Many people seem not to like Creed. So many that I find myself hesitating slightly to claim that a Creed actually was a masterpiece. Creed has been around longer than Guerlain, though they did begin as a tailoring concern in London, offering one cologne with the suits, rather than as purveyors of pomade.
The story of Angelique Encens confuses me slightly. The formula is supposed to have been composed in 1933 for the Bishop of Paris. So says the sometimes unreliable Wikipedia, but many people claim that, Angelique was made for Marlene Dietrich. Hm. There is even one poster on Fragrantica who says it was the preferred perfume of Pope John Paul II. I wonder about that since he was rather austere and who can imagine him spritzing or dabbing vestments or anything remotely similar?Still the idea that this fragrance began life for a cleric (the bishop presumably) and not an actress, makes some sense because there is something rather ecclesiastic about this perfume. Angelique Encens is not a standard amber fragrance, in fact it’s more of a frankincense one, and is quite unusual in my experience because it has what you might call an inverted progression.

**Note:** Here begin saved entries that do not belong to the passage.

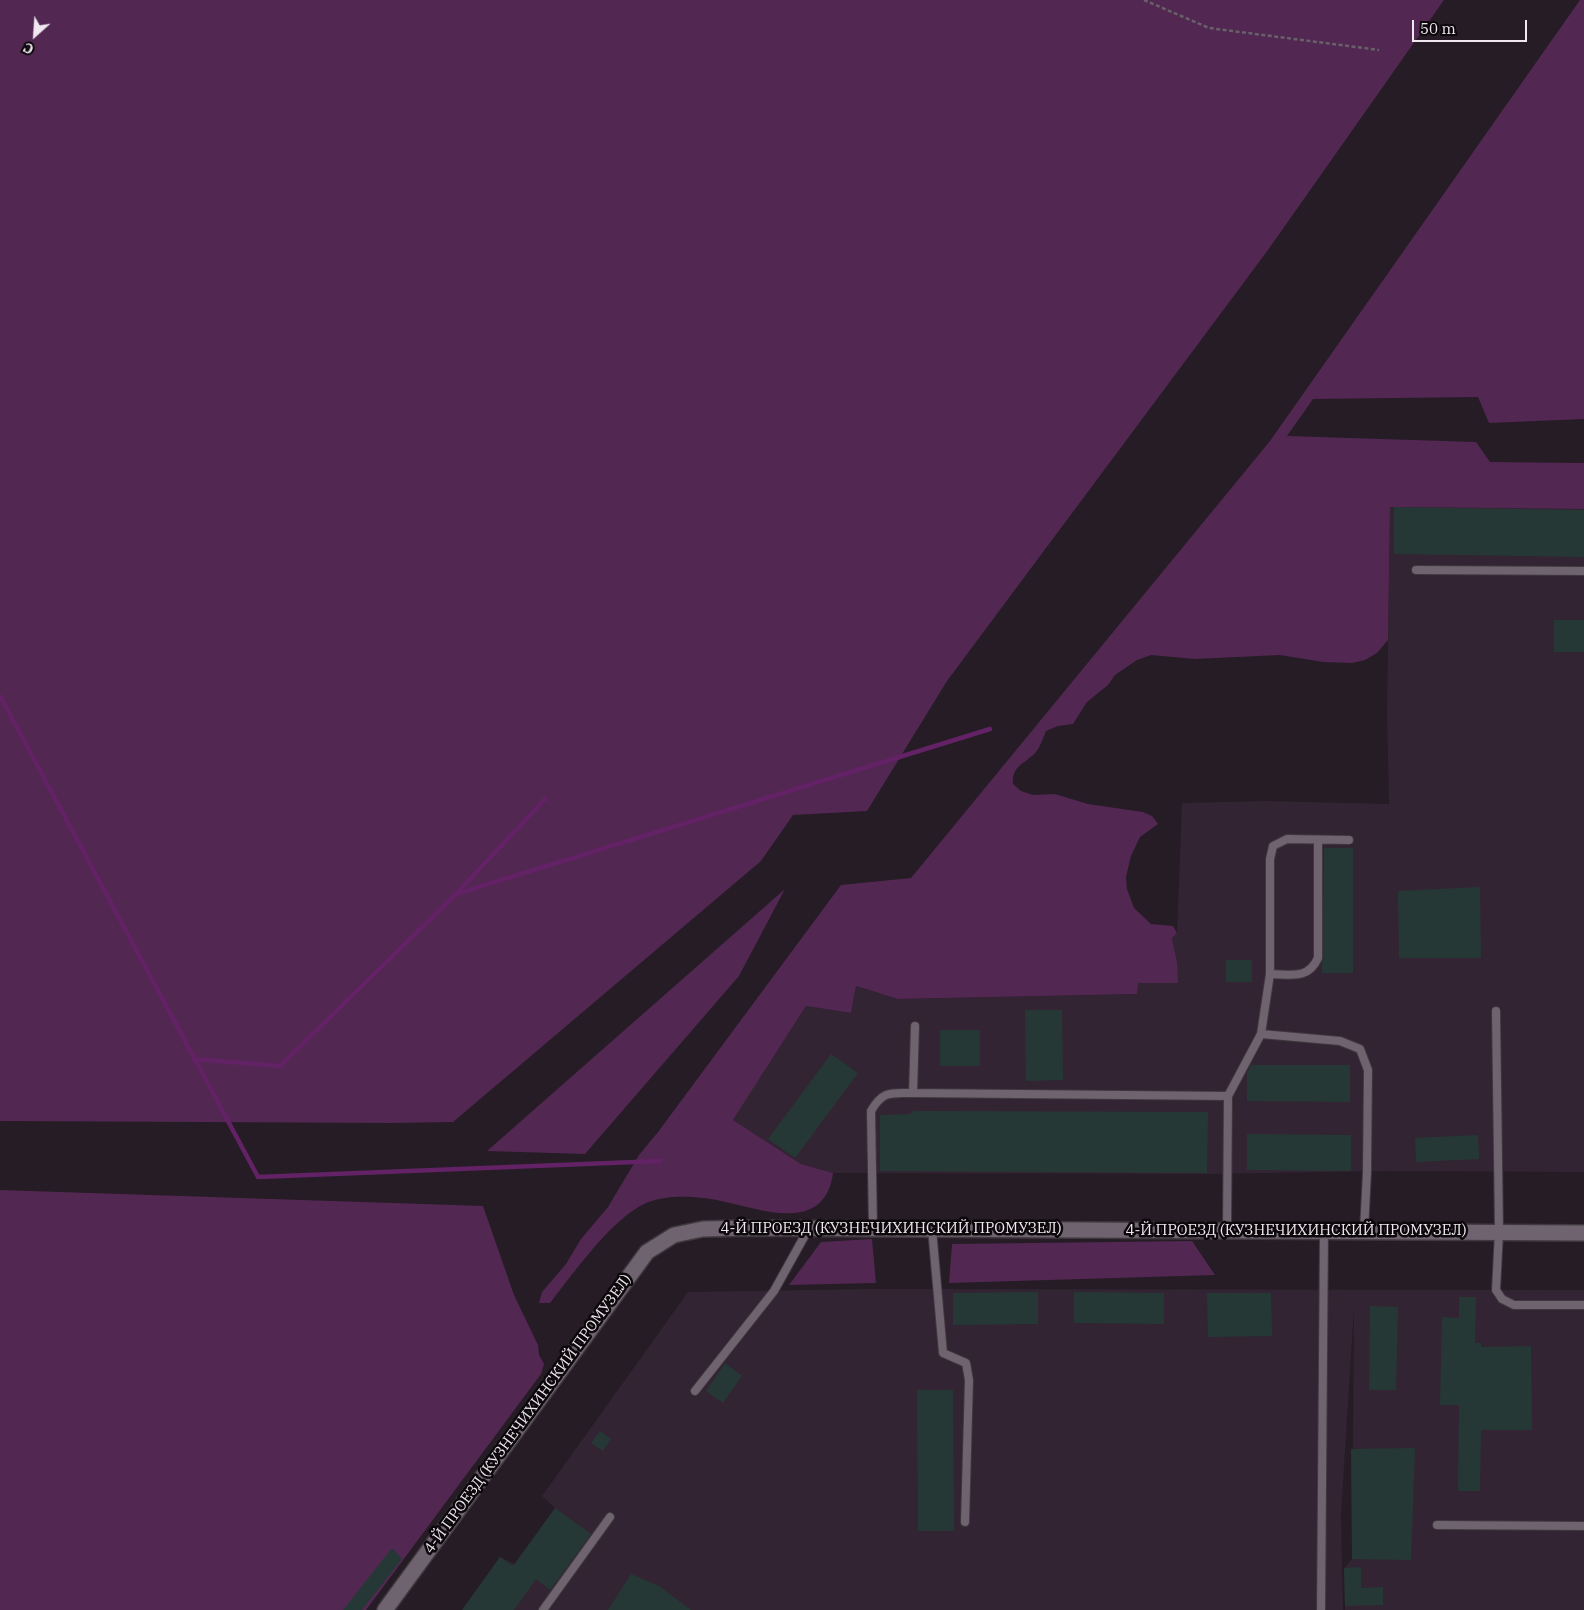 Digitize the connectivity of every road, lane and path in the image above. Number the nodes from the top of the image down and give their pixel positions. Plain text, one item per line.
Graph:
1 (1144, 0) edge
2 (1379, 50) dead end
3 (1416, 570) dead end
4 (1584, 571) edge
5 (1318, 840) junction
6 (1349, 840) dead end
7 (1270, 974) junction
8 (1496, 1011) dead end
9 (915, 1026) dead end
10 (1261, 1034) junction
11 (914, 1093) junction
12 (1228, 1096) junction
13 (809, 1228) junction
14 (873, 1228) junction
15 (932, 1229) junction
16 (1227, 1231) junction
17 (1324, 1231) junction
18 (1364, 1232) junction
19 (1498, 1232) junction
20 (1584, 1232) edge
21 (1584, 1305) edge
22 (695, 1391) dead end
23 (610, 1517) dead end
24 (965, 1522) dead end
25 (1436, 1525) dead end
26 (1584, 1526) edge
27 (385, 1610) edge
28 (543, 1610) edge
29 (1321, 1610) edge

1 - 2 path
3 - 4 lane
5 - 6 lane
5 - 7 lane
5 - 7 lane
7 - 10 lane
8 - 19 lane
9 - 11 lane
10 - 12 lane
10 - 18 lane
11 - 12 lane
11 - 14 lane
12 - 16 lane
13 - 14 street, 4-Й ПРОЕЗД (КУЗНЕЧИХИНСКИЙ ПРОМУЗЕЛ)
13 - 22 lane
13 - 27 street, 4-Й ПРОЕЗД (КУЗНЕЧИХИНСКИЙ ПРОМУЗЕЛ)
14 - 15 street, 4-Й ПРОЕЗД (КУЗНЕЧИХИНСКИЙ ПРОМУЗЕЛ)
15 - 16 street, 4-Й ПРОЕЗД (КУЗНЕЧИХИНСКИЙ ПРОМУЗЕЛ)
15 - 24 lane
16 - 17 street, 4-Й ПРОЕЗД (КУЗНЕЧИХИНСКИЙ ПРОМУЗЕЛ)
17 - 18 street, 4-Й ПРОЕЗД (КУЗНЕЧИХИНСКИЙ ПРОМУЗЕЛ)
17 - 29 lane
18 - 19 street, 4-Й ПРОЕЗД (КУЗНЕЧИХИНСКИЙ ПРОМУЗЕЛ)
19 - 20 street, 4-Й ПРОЕЗД (КУЗНЕЧИХИНСКИЙ ПРОМУЗЕЛ)
19 - 21 lane
23 - 28 lane
25 - 26 lane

Normally a perfume moves from lighter ingredients to a darker heavier ones. Angelique
does the opposite, and succeeds because it relies on ambergris- probably tinctured ambergris- as a fixative. Now ambergris is seemingly light and weightless, but so expensive ( so often impersonated by Ambrox these days) that most of us don’t know what it smells like. I find that you get the best idea by either huffing vintage scents, or something of Afteliers’ because Mandy will often put ambergris at the tail end of her perfumes. You notice it mainly the next morning when you wake up. You smell this slightly high pitched sparkling dust in the air around you and wonder what that is? That effervescent air, slightly musty, slightly cool, abstractly floral, is ambergris.
There’s no point in trying to smell this from the synthetic versions, you have to smell the real ambergris. So, to return to Angelique Encens. The perfume is like a beautiful person, it gets handsomer by taking things off, rather than by putting things on. That’s an illusion of
course, but the effect is that the vanilla, rose, jasmine, amber, frankincense, ambergris and angelica all create a rich elegant first impression, which wears thinner and thinner until you are left with tuberose and ambergris in the nude.
Wow, you say to yourself at first whiff, this is how the upper crust smell, this is the .09 %! This is Shalimar on steroids! But wait… A half hour later you begin to catch the marginally animalic angelica with faint traces of aniseed. The clever part here is that angelica foreshadows that wonderful ambergris of the very end . At this juncture you’re saying well, I have had this sort of impression before from 40’s scents and while this is good… But wait, because the rose, jasmine, and vanilla begin, and they last a very long time. On me that dinner party of rose, jasmine, vanilla and amber went on so late into the night, that I figured that was the end of Angelique Encens…but no…
Hours later the tuberose emerged. The flower lasted, a faint tuberose trumpet, nearly overnight on me. Then finally you get the effect of the ambergris which is cloudy and pervasive here, because tincturing makes a component blend from the top to the bottom of a scent. Ambergris is why you are left with what seems like a tuberose soliflore, with something sparkly and dusty about the petals. That lightness is the ambergris trademark.
One by one all the other ingredients, the angelica, the jasmine, the rose, the vanilla, the amber, and the frankincense have tiptoed out and only tuberose and ambergris are left. This process has gone on for hours by the way.
So do they make anything like this anymore? Sonoma Scent Studio’s original Encens Tranquille was somewhat similar but had to be refo’d to meet IFRA standards and I don’t think ever contained ambergris. So- short answer- not anymore. Moreover Creed seems to have deep-sixed this perfume. AE was not even in the vaulted category on the website when I checked the other day.
Angelique is angelic, and incense-y, and very strange, and I suppose you could wear it at the Vatican alright, but then, what would the pope wear?
To all my readers- a Happy Easter and Passover!